Şarkının, üçlü bir ilişki ve ihanet, aldatma/aldatılma üzerine olduğu bariz, ancak iş hikayeyi kimin ağzından dinlediğimize gelince işler biraz karışıyor, çünkü şarkının imzadan biliyoruz ki (sanıyoruz ki) şarkıyı öyküyü anlatan kişi Cohen; ancak mavi yağmurluğu olan kişi de Cohen’den başkası değil: “O zamanlar iyi bir yağmurluğum vardı, 1959’da Londra’dan aldığım bir Burberry….. O günlerde nasıl giyinileceğini bilirdim. Sonra yetmişlerin başında Marianne’in New York’taki çatı katından çalındı, zaten sonlara doğru pek de giymiyordum”.

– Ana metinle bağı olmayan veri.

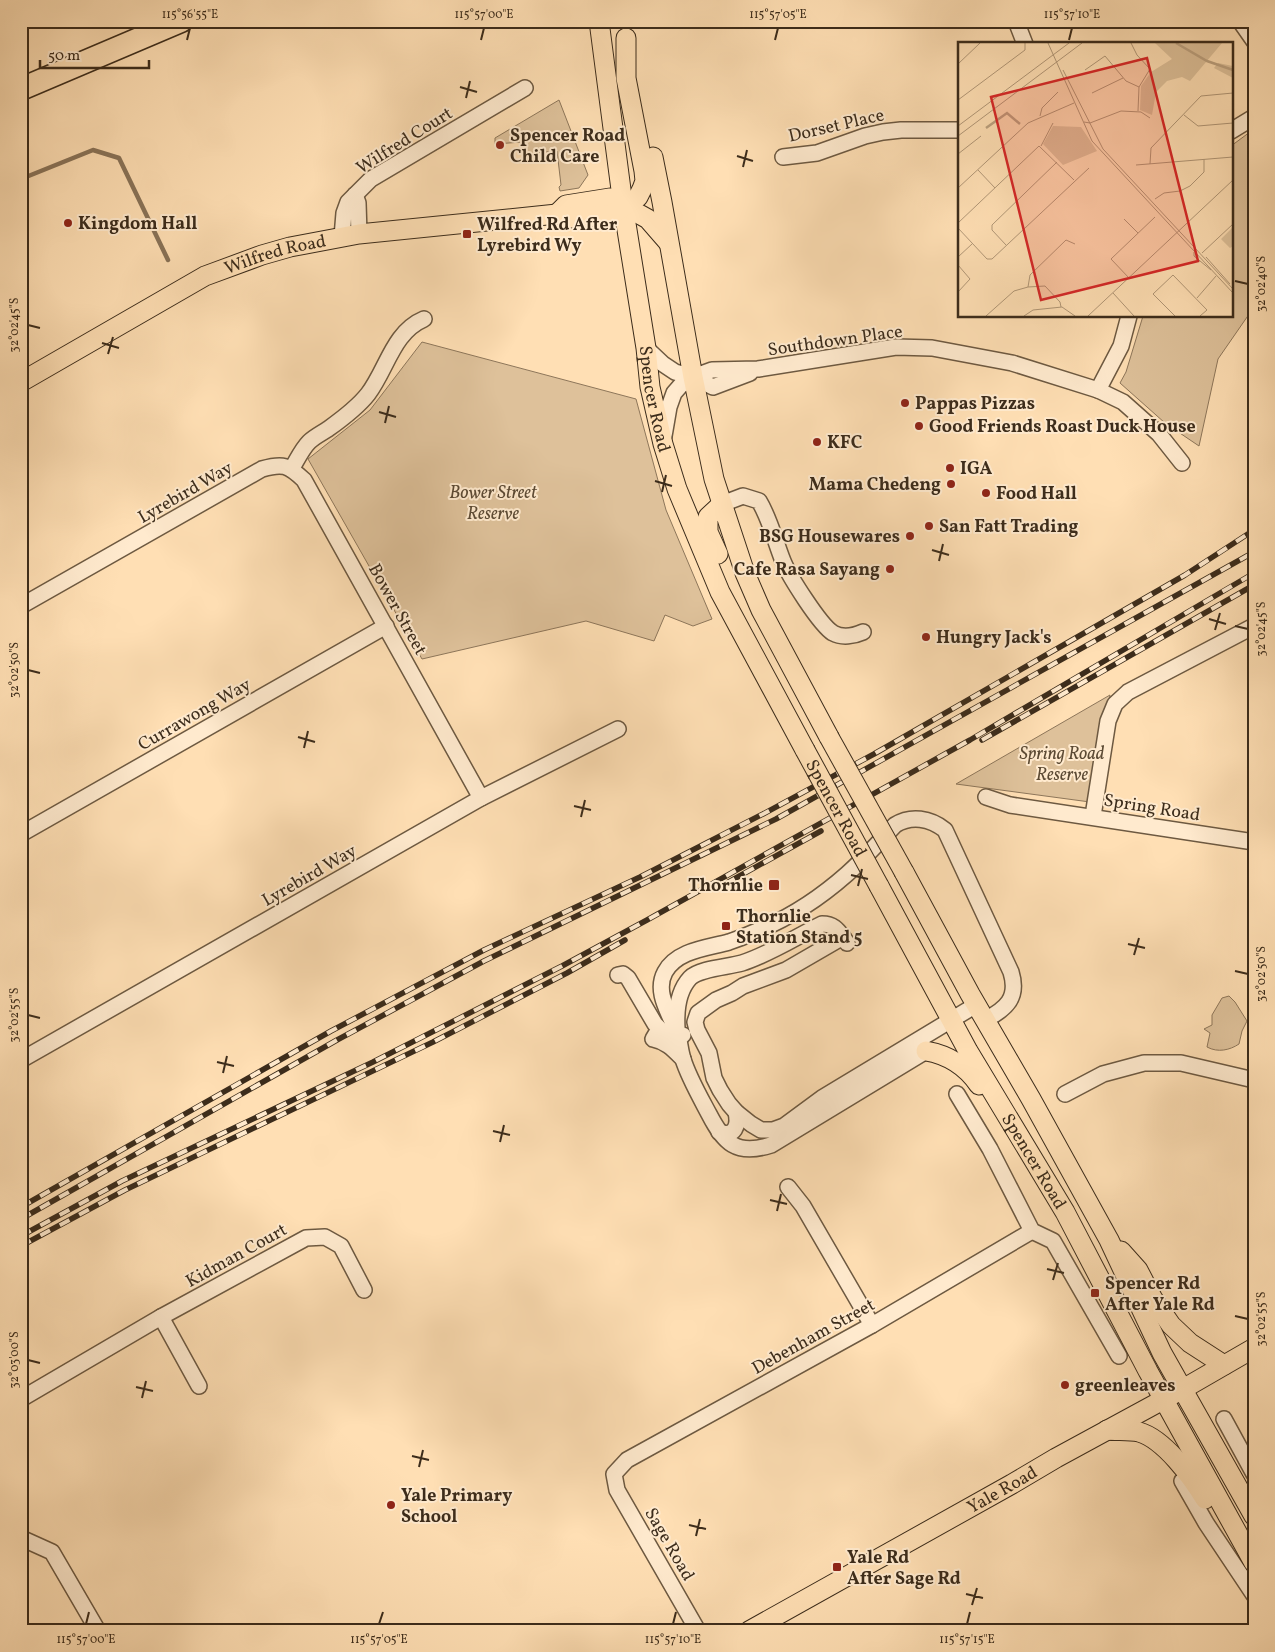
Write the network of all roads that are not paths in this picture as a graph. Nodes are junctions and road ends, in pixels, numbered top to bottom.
1 (181, 21) edge
2 (599, 21) edge
3 (1016, 21) edge
4 (1240, 21) edge
5 (625, 30) edge
6 (1254, 41) edge
7 (1024, 42) edge
8 (525, 88) dead end
9 (21, 89) edge
10 (1254, 117) edge
11 (958, 130) edge
12 (1232, 130) edge
13 (783, 157) dead end
14 (624, 205) junction
15 (351, 236) junction
16 (669, 244) junction
17 (1128, 318) edge
18 (424, 319) dead end
19 (646, 348) junction
20 (693, 377) junction
21 (21, 382) edge
22 (1098, 390) junction
23 (663, 444) junction
24 (1182, 463) dead end
25 (292, 468) junction
26 (722, 504) junction
27 (21, 606) edge
28 (386, 626) junction
29 (1254, 626) edge
30 (863, 632) dead end
31 (752, 654) junction
32 (618, 729) dead end
33 (986, 797) dead end
34 (482, 798) junction
35 (1093, 816) junction
36 (21, 834) edge
37 (1254, 842) edge
38 (618, 975) dead end
39 (746, 991) junction
40 (981, 1013) junction
41 (952, 1020) junction
42 (669, 1032) junction
43 (703, 1042) junction
44 (926, 1051) joint
45 (683, 1059) junction
46 (21, 1060) edge
47 (1254, 1080) edge
48 (957, 1094) dead end
49 (1065, 1094) dead end
50 (736, 1112) junction
51 (718, 1132) junction
52 (1044, 1180) junction
53 (788, 1187) dead end
54 (1032, 1231) junction
55 (1109, 1240) junction
56 (364, 1290) dead end
57 (162, 1318) junction
58 (872, 1325) junction
59 (1254, 1348) edge
60 (1119, 1356) dead end
61 (1224, 1365) junction
62 (199, 1386) dead end
63 (1183, 1389) junction
64 (21, 1399) edge
65 (1163, 1399) junction
66 (1224, 1419) dead end
67 (1107, 1430) junction
68 (614, 1474) joint
69 (1254, 1474) edge
70 (1182, 1481) dead end
71 (1254, 1516) edge
72 (21, 1538) edge
73 (1241, 1542) junction
74 (1254, 1563) edge
75 (1254, 1596) edge
76 (98, 1631) edge
77 (698, 1631) edge
78 (749, 1631) edge

1 - 9 highway
2 - 14 main road, Spencer Road
3 - 7 street
4 - 6 street
5 - 14 main road, Wilfred Road
5 - 16 main road, Spencer Road
8 - 15 street, Wilfred Court
10 - 12 street
11 - 13 street, Dorset Place
14 - 15 main road, Wilfred Road
14 - 16 main road
14 - 19 main road, Spencer Road
15 - 21 main road, Wilfred Road
16 - 20 main road, Spencer Road
17 - 22 street
18 - 25 street
19 - 20 street
19 - 23 main road, Spencer Road
20 - 22 street, Southdown Place
20 - 23 street, Southdown Place
20 - 26 main road, Spencer Road
22 - 24 street, Southdown Place
23 - 31 main road, Spencer Road
25 - 27 street, Lyrebird Way
25 - 28 street, Bower Street
26 - 30 street
26 - 31 main road
26 - 40 main road, Spencer Road, bridge
28 - 34 street, Bower Street
28 - 36 street, Currawong Way
29 - 35 street
31 - 41 main road, Spencer Road, bridge
32 - 34 street, Lyrebird Way
33 - 35 street, Spring Road
34 - 46 street, Lyrebird Way
35 - 37 street, Spring Road
38 - 42 street
39 - 42 street
39 - 42 street
39 - 43 street
40 - 41 street
40 - 42 street
40 - 55 main road, Spencer Road
41 - 50 street
41 - 52 main road, Spencer Road
42 - 43 street
42 - 45 street
42 - 45 street
43 - 50 street
44 - 51 street
44 - 52 main road
45 - 51 street
47 - 49 street
48 - 54 street
50 - 51 street
52 - 65 main road, Spencer Road
53 - 58 street
54 - 58 street, Debenham Street
54 - 60 street
55 - 61 main road
55 - 63 main road, Spencer Road
56 - 57 street, Kidman Court
57 - 62 street
57 - 64 street, Kidman Court
58 - 68 street, Debenham Street
59 - 61 main road, Yale Road
61 - 63 main road, Yale Road
63 - 65 main road, Yale Road
63 - 71 main road, Spencer Road
65 - 67 main road, Yale Road
65 - 73 main road, Spencer Road
66 - 69 street
67 - 73 main road
67 - 78 main road, Yale Road
68 - 77 street, Sage Road
70 - 75 street
72 - 76 street
73 - 74 main road, Spencer Road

Kimileri şarkının adına bakarak ihanet edenin, kimileriyse imzasına bakarak ihanet edilenin Cohen olduğu sonucuna varmış ama muhtemelen her ikisi de doğru. Şarkı da hem seslenen, hem de seslenilen kişi Leonard Cohen.
Birine Leonard, diğerine Cohen diyelim o zaman, bir de Jane var, Cohen’in sevgilisi veya karısı. Üçü dost, ancak Leonard ve Jane arasında bir ilişki yaşanıyor. Sonra Leonard bir tutam saçını Jane’e vererek terkediyor. (Uzun bir ayrılık öncesi birisine bir tutam saçını vermek bir sevgi ve bağlılık nişanesi, bir “bekleyeceğim/geri döneceğim” sözü genellikle)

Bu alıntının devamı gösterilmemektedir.